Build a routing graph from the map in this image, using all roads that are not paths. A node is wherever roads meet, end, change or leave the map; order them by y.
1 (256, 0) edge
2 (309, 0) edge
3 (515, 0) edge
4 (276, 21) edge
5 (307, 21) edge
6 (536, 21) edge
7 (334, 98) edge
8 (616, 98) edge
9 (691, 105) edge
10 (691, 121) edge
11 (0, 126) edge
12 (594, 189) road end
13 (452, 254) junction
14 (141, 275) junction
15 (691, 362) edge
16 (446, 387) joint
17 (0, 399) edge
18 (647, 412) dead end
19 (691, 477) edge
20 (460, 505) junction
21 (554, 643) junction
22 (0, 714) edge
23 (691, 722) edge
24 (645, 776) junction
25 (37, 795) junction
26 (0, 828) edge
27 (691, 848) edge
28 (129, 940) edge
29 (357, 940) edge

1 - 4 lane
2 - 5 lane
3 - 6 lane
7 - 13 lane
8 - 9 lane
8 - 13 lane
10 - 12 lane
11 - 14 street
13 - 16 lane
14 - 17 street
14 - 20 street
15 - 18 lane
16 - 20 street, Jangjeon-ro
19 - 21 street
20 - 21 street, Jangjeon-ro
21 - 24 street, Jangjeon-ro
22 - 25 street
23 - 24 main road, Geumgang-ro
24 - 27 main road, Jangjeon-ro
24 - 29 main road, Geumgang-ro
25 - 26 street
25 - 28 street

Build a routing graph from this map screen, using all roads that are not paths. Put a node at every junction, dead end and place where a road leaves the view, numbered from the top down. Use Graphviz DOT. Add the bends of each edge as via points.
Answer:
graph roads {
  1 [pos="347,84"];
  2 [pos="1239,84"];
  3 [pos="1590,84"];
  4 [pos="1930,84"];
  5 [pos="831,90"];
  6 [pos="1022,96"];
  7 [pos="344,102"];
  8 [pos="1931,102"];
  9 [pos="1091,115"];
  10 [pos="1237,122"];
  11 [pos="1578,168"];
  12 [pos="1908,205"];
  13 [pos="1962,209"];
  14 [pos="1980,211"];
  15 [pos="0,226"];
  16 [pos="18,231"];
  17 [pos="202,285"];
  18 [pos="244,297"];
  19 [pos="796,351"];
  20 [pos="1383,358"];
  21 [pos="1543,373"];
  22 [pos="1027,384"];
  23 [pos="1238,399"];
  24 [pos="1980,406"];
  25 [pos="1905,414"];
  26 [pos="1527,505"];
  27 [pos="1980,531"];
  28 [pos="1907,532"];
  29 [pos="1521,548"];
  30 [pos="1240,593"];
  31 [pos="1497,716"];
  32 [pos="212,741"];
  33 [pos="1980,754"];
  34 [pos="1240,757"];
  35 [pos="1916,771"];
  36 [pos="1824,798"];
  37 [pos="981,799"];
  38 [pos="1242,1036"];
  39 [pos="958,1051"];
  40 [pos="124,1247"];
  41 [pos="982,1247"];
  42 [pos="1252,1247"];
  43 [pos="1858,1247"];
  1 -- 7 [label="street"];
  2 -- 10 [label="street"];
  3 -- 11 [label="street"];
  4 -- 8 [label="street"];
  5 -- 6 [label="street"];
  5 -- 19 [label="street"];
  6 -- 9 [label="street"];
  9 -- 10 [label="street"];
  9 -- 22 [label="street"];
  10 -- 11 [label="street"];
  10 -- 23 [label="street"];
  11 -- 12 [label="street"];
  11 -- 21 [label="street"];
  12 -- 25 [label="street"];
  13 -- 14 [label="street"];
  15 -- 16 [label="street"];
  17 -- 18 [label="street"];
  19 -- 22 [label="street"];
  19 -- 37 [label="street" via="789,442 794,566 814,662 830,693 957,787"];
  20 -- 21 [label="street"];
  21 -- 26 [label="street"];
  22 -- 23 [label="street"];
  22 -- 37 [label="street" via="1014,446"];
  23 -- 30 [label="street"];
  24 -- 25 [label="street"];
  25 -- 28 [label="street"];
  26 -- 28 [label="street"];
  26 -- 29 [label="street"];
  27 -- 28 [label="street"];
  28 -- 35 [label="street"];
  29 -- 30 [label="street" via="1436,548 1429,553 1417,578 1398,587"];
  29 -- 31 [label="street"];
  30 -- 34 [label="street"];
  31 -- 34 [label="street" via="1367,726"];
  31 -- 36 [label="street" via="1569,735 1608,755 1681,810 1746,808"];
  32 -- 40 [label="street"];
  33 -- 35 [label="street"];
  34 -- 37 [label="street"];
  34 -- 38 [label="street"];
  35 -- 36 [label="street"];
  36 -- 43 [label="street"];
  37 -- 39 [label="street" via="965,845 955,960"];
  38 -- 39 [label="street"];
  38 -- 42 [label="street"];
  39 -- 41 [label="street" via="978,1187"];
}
-*-
> _PROMPT_:
Every line of the listing is to be transcribed exactly.

> _ANSWER SECTION_:
Build a routing graph from the map in this image, using all roads that are not paths. A node is wherever roads meet, end, change or leave the map; order them by y.
1 (256, 0) edge
2 (309, 0) edge
3 (515, 0) edge
4 (276, 21) edge
5 (307, 21) edge
6 (536, 21) edge
7 (334, 98) edge
8 (616, 98) edge
9 (691, 105) edge
10 (691, 121) edge
11 (0, 126) edge
12 (594, 189) road end
13 (452, 254) junction
14 (141, 275) junction
15 (691, 362) edge
16 (446, 387) joint
17 (0, 399) edge
18 (647, 412) dead end
19 (691, 477) edge
20 (460, 505) junction
21 (554, 643) junction
22 (0, 714) edge
23 (691, 722) edge
24 (645, 776) junction
25 (37, 795) junction
26 (0, 828) edge
27 (691, 848) edge
28 (129, 940) edge
29 (357, 940) edge

1 - 4 lane
2 - 5 lane
3 - 6 lane
7 - 13 lane
8 - 9 lane
8 - 13 lane
10 - 12 lane
11 - 14 street
13 - 16 lane
14 - 17 street
14 - 20 street
15 - 18 lane
16 - 20 street, Jangjeon-ro
19 - 21 street
20 - 21 street, Jangjeon-ro
21 - 24 street, Jangjeon-ro
22 - 25 street
23 - 24 main road, Geumgang-ro
24 - 27 main road, Jangjeon-ro
24 - 29 main road, Geumgang-ro
25 - 26 street
25 - 28 street

Build a routing graph from this map screen, using all roads that are not paths. Put a node at every junction, dead end and place where a road leaves the view, numbered from the top down. Use Graphviz DOT. Add the bends of each edge as via points.
Answer:
graph roads {
  1 [pos="347,84"];
  2 [pos="1239,84"];
  3 [pos="1590,84"];
  4 [pos="1930,84"];
  5 [pos="831,90"];
  6 [pos="1022,96"];
  7 [pos="344,102"];
  8 [pos="1931,102"];
  9 [pos="1091,115"];
  10 [pos="1237,122"];
  11 [pos="1578,168"];
  12 [pos="1908,205"];
  13 [pos="1962,209"];
  14 [pos="1980,211"];
  15 [pos="0,226"];
  16 [pos="18,231"];
  17 [pos="202,285"];
  18 [pos="244,297"];
  19 [pos="796,351"];
  20 [pos="1383,358"];
  21 [pos="1543,373"];
  22 [pos="1027,384"];
  23 [pos="1238,399"];
  24 [pos="1980,406"];
  25 [pos="1905,414"];
  26 [pos="1527,505"];
  27 [pos="1980,531"];
  28 [pos="1907,532"];
  29 [pos="1521,548"];
  30 [pos="1240,593"];
  31 [pos="1497,716"];
  32 [pos="212,741"];
  33 [pos="1980,754"];
  34 [pos="1240,757"];
  35 [pos="1916,771"];
  36 [pos="1824,798"];
  37 [pos="981,799"];
  38 [pos="1242,1036"];
  39 [pos="958,1051"];
  40 [pos="124,1247"];
  41 [pos="982,1247"];
  42 [pos="1252,1247"];
  43 [pos="1858,1247"];
  1 -- 7 [label="street"];
  2 -- 10 [label="street"];
  3 -- 11 [label="street"];
  4 -- 8 [label="street"];
  5 -- 6 [label="street"];
  5 -- 19 [label="street"];
  6 -- 9 [label="street"];
  9 -- 10 [label="street"];
  9 -- 22 [label="street"];
  10 -- 11 [label="street"];
  10 -- 23 [label="street"];
  11 -- 12 [label="street"];
  11 -- 21 [label="street"];
  12 -- 25 [label="street"];
  13 -- 14 [label="street"];
  15 -- 16 [label="street"];
  17 -- 18 [label="street"];
  19 -- 22 [label="street"];
  19 -- 37 [label="street" via="789,442 794,566 814,662 830,693 957,787"];
  20 -- 21 [label="street"];
  21 -- 26 [label="street"];
  22 -- 23 [label="street"];
  22 -- 37 [label="street" via="1014,446"];
  23 -- 30 [label="street"];
  24 -- 25 [label="street"];
  25 -- 28 [label="street"];
  26 -- 28 [label="street"];
  26 -- 29 [label="street"];
  27 -- 28 [label="street"];
  28 -- 35 [label="street"];
  29 -- 30 [label="street" via="1436,548 1429,553 1417,578 1398,587"];
  29 -- 31 [label="street"];
  30 -- 34 [label="street"];
  31 -- 34 [label="street" via="1367,726"];
  31 -- 36 [label="street" via="1569,735 1608,755 1681,810 1746,808"];
  32 -- 40 [label="street"];
  33 -- 35 [label="street"];
  34 -- 37 [label="street"];
  34 -- 38 [label="street"];
  35 -- 36 [label="street"];
  36 -- 43 [label="street"];
  37 -- 39 [label="street" via="965,845 955,960"];
  38 -- 39 [label="street"];
  38 -- 42 [label="street"];
  39 -- 41 [label="street" via="978,1187"];
}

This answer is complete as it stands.